[Start of Attachment]
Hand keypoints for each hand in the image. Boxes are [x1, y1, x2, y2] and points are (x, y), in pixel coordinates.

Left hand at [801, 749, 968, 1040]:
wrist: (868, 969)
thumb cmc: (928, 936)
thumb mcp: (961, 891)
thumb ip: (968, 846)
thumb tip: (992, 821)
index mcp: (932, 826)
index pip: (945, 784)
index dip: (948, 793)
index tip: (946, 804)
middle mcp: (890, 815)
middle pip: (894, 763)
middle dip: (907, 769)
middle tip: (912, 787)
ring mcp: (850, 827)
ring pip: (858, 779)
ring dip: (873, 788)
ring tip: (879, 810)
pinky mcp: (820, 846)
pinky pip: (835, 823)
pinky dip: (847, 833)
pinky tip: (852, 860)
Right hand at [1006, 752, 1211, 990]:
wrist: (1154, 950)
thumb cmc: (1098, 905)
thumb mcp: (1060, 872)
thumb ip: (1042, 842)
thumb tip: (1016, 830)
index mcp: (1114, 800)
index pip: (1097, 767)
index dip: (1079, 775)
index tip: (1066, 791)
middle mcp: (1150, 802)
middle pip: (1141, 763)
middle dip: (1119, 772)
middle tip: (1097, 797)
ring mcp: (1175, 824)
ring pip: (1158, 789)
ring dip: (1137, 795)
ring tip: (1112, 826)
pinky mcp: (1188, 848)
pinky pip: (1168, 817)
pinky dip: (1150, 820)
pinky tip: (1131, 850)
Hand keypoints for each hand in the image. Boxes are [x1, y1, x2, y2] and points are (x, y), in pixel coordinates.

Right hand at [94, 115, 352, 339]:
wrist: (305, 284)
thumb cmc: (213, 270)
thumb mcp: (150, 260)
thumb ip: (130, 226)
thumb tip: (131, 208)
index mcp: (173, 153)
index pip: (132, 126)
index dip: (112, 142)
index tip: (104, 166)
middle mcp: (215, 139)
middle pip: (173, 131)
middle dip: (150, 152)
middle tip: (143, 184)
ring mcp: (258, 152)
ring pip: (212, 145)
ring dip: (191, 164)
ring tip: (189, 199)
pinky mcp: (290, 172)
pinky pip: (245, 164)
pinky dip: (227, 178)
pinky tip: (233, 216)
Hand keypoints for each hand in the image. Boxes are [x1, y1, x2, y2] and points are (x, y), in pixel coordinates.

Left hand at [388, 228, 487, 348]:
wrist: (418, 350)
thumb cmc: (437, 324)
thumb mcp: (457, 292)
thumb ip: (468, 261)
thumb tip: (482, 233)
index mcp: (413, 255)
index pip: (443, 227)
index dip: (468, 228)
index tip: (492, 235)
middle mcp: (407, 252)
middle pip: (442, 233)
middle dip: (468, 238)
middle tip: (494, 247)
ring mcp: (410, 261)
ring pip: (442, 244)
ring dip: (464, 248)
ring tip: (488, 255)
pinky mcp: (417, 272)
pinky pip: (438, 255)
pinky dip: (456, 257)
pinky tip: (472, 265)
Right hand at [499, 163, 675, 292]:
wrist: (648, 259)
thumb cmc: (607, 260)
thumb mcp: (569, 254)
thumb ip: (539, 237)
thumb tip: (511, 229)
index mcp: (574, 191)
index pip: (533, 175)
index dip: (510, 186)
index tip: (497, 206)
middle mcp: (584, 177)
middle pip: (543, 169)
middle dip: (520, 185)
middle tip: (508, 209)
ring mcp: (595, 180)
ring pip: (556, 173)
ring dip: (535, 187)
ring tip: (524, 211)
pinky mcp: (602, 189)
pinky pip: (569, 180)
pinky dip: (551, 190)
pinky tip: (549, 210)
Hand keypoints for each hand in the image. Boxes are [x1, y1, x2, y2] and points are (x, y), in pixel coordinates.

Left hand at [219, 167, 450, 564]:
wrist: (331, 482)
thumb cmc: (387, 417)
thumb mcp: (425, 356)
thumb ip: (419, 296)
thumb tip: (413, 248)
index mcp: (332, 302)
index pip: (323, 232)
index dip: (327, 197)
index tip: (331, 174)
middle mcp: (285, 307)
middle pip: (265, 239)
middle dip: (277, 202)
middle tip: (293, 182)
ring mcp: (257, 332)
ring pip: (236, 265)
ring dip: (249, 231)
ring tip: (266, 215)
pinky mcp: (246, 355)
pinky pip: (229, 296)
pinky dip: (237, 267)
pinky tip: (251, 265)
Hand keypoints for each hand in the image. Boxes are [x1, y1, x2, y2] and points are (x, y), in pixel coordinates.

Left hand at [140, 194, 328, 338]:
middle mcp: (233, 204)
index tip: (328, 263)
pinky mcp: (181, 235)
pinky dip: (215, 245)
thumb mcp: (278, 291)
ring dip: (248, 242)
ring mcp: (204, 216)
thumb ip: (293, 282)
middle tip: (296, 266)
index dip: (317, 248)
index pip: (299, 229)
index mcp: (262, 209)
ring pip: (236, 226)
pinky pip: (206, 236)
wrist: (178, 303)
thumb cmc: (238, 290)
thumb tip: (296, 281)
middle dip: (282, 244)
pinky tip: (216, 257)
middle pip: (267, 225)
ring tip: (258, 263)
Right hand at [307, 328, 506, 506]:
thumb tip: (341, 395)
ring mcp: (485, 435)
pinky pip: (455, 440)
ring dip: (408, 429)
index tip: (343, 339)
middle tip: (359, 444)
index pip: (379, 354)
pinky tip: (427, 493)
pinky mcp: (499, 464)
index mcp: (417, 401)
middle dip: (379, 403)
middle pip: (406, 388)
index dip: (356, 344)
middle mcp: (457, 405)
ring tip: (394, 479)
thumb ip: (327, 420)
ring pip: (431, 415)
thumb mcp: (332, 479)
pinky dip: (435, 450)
[End of Attachment]
Each line of the data that contains "Right" belongs in the answer.

### TASK RESULT
Right hand at [1006, 752, 1211, 990]:
Right hand at [94, 115, 352, 339]:
Right hand at [499, 163, 675, 292]:
Right hand at [307, 328, 506, 506]:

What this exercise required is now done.